Botswana’s AIDS Drug Program Lacks Capacity To Meet ‘Perpetual, Insatiable’ Demand, Official Says
Botswana's antiretroviral drug program lacks the capacity to meet the country's "ever worsening, perpetual, insatiable demand," Ernest Darkoh, operations manager for the country's drug program, said at a U.N. fact-finding conference on Monday, Reuters reports. "We do not have the staff to deal with it ... [t]he critically ill and dying clog the system," Darkoh said, adding, "Those at the back of the queue we only get around to when they are also dying" (Baxter, Reuters, 7/26). The country's outdated health infrastructure and lack of health workers could be causes for the problem, Darkoh said at the U.N. Commission on HIV/AIDS and Governance in Africa conference. Darkoh also said that the program's "phased rollout" strategy was problematic, according to the South African Press Association. "Our phased program was soon overwhelmed by critically ill," who "took five to six times the resources needed for those in the early phases of the disease," Darkoh said, adding, "The answer is to roll out quickly" (South African Press Association, 7/26).

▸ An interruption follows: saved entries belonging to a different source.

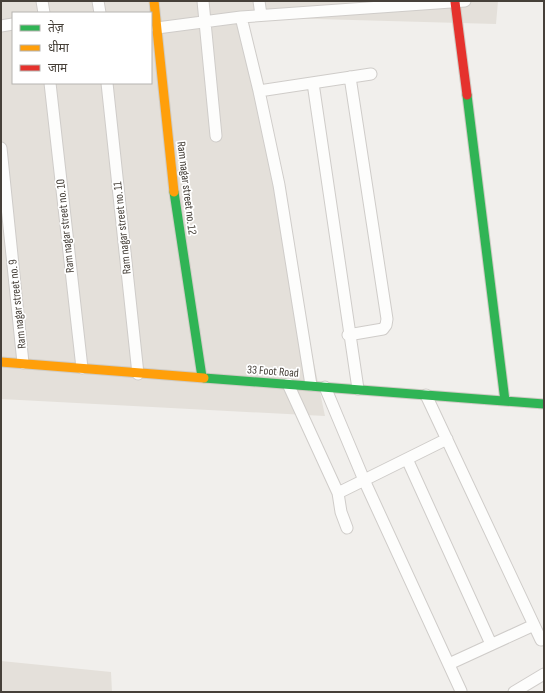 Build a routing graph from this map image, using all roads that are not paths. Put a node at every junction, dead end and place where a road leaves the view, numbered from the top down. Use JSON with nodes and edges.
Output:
{"nodes":[{"id":1,"x":42,"y":1,"type":"edge"},
{"id":2,"x":98,"y":1,"type":"edge"},
{"id":3,"x":154,"y":1,"type":"edge"},
{"id":4,"x":203,"y":1,"type":"edge"},
{"id":5,"x":259,"y":1,"type":"edge"},
{"id":6,"x":460,"y":1,"type":"edge"},
{"id":7,"x":442,"y":2,"type":"edge"},
{"id":8,"x":375,"y":4,"type":"edge"},
{"id":9,"x":316,"y":6,"type":"edge"},
{"id":10,"x":44,"y":12,"type":"edge"},
{"id":11,"x":100,"y":12,"type":"edge"},
{"id":12,"x":261,"y":15,"type":"junction"},
{"id":13,"x":241,"y":17,"type":"junction"},
{"id":14,"x":205,"y":21,"type":"junction"},
{"id":15,"x":12,"y":24,"type":"edge"},
{"id":16,"x":1,"y":26,"type":"edge"},
{"id":17,"x":156,"y":28,"type":"junction"},
{"id":18,"x":371,"y":74,"type":"dead end"},
{"id":19,"x":350,"y":77,"type":"junction"},
{"id":20,"x":313,"y":83,"type":"junction"},
{"id":21,"x":50,"y":84,"type":"edge"},
{"id":22,"x":107,"y":84,"type":"edge"},
{"id":23,"x":260,"y":91,"type":"junction"},
{"id":24,"x":216,"y":136,"type":"dead end"},
{"id":25,"x":1,"y":148,"type":"edge"},
{"id":26,"x":348,"y":334,"type":"junction"},
{"id":27,"x":1,"y":362,"type":"edge"},
{"id":28,"x":23,"y":363,"type":"junction"},
{"id":29,"x":82,"y":368,"type":"junction"},
{"id":30,"x":138,"y":374,"type":"junction"},
{"id":31,"x":202,"y":377,"type":"junction"},
{"id":32,"x":288,"y":384,"type":"junction"},
{"id":33,"x":311,"y":385,"type":"junction"},
{"id":34,"x":325,"y":387,"type":"junction"},
{"id":35,"x":358,"y":389,"type":"junction"},
{"id":36,"x":426,"y":395,"type":"junction"},
{"id":37,"x":505,"y":401,"type":"junction"},
{"id":38,"x":544,"y":404,"type":"edge"},
{"id":39,"x":447,"y":439,"type":"junction"},
{"id":40,"x":407,"y":459,"type":"junction"},
{"id":41,"x":364,"y":480,"type":"junction"},
{"id":42,"x":338,"y":493,"type":"junction"},
{"id":43,"x":347,"y":528,"type":"dead end"},
{"id":44,"x":534,"y":625,"type":"junction"},
{"id":45,"x":541,"y":640,"type":"dead end"},
{"id":46,"x":491,"y":644,"type":"junction"},
{"id":47,"x":449,"y":664,"type":"junction"},
{"id":48,"x":544,"y":674,"type":"edge"},
{"id":49,"x":461,"y":691,"type":"dead end"},
{"id":50,"x":517,"y":691,"type":"edge"}],
"edges":[{"from":1,"to":10,"type":"street"},
{"from":2,"to":11,"type":"street"},
{"from":3,"to":17,"type":"street","name":"Ram nagar street no. 12"},
{"from":4,"to":14,"type":"street"},
{"from":5,"to":12,"type":"street"},
{"from":6,"to":7,"type":"street"},
{"from":6,"to":37,"type":"street"},
{"from":7,"to":8,"type":"street"},
{"from":8,"to":9,"type":"street"},
{"from":9,"to":12,"type":"street"},
{"from":12,"to":13,"type":"street"},
{"from":13,"to":14,"type":"street"},
{"from":13,"to":23,"type":"street"},
{"from":14,"to":17,"type":"street"},
{"from":14,"to":24,"type":"street"},
{"from":15,"to":16,"type":"street"},
{"from":17,"to":31,"type":"street","name":"Ram nagar street no. 12"},
{"from":18,"to":19,"type":"street"},
{"from":19,"to":20,"type":"street"},
{"from":19,"to":26,"type":"street"},
{"from":20,"to":23,"type":"street"},
{"from":20,"to":26,"type":"street"},
{"from":21,"to":29,"type":"street","name":"Ram nagar street no. 10"},
{"from":22,"to":30,"type":"street","name":"Ram nagar street no. 11"},
{"from":23,"to":33,"type":"street"},
{"from":25,"to":28,"type":"street","name":"Ram nagar street no. 9"},
{"from":26,"to":35,"type":"street"},
{"from":27,"to":28,"type":"street","name":"33 Foot Road"},
{"from":28,"to":29,"type":"street","name":"33 Foot Road"},
{"from":29,"to":30,"type":"street","name":"33 Foot Road"},
{"from":30,"to":31,"type":"street","name":"33 Foot Road"},
{"from":31,"to":32,"type":"street","name":"33 Foot Road"},
{"from":32,"to":33,"type":"street","name":"33 Foot Road"},
{"from":32,"to":42,"type":"street"},
{"from":33,"to":34,"type":"street","name":"33 Foot Road"},
{"from":34,"to":35,"type":"street","name":"33 Foot Road"},
{"from":34,"to":41,"type":"street"},
{"from":35,"to":36,"type":"street","name":"33 Foot Road"},
{"from":36,"to":37,"type":"street","name":"33 Foot Road"},
{"from":36,"to":39,"type":"street"},
{"from":37,"to":38,"type":"street","name":"33 Foot Road"},
{"from":39,"to":40,"type":"street"},
{"from":39,"to":44,"type":"street"},
{"from":40,"to":41,"type":"street"},
{"from":40,"to":46,"type":"street"},
{"from":41,"to":42,"type":"street"},
{"from":41,"to":47,"type":"street"},
{"from":42,"to":43,"type":"street"},
{"from":44,"to":45,"type":"street"},
{"from":44,"to":46,"type":"street"},
{"from":46,"to":47,"type":"street"},
{"from":47,"to":49,"type":"street"},
{"from":48,"to":50,"type":"street"}]}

Botswana, which has the highest per capita HIV prevalence rate in the world, is the first country in Africa to provide free antiretrovirals to HIV-positive people through a program funded by profits from its diamond industry, donor governments, drug firms and organizations. Since January 2002, the country's antiretroviral drug program has provided free drugs to 17,372 patients out of a total 27,699 registered for treatment. An additional 6,600 patients receive treatment under private medical programs (Reuters, 7/26). Health Minister Lesego Motsumi said at the XV International AIDS Conference earlier this month that Botswana by next year will meet its target of distributing antiretroviral drugs at no cost to about 50% of those who need them -- about 50,000 HIV-positive people (Kaiser Daily HIV/AIDS Report, 7/15). However, Darkoh said that the efforts are still "inadequate," and the rollout has not been "fast enough to keep infected people healthy," according to Reuters. Darkoh's comments are a "gloomy sign" for other African countries that are just beginning to implement their antiretroviral drug programs, according to Reuters (Reuters, 7/26). The meeting was the first of at least four UNCHGA meetings, which will be held in different African countries. "We have to find ways in which we can advise policy makers in Africa in these, and other, areas. We have to come up ahead of the epidemic, rather than run behind as we constantly do," Joy Phumaphi, UNCHGA commissioner and deputy director of the World Health Organization, said (South African Press Association, 7/26).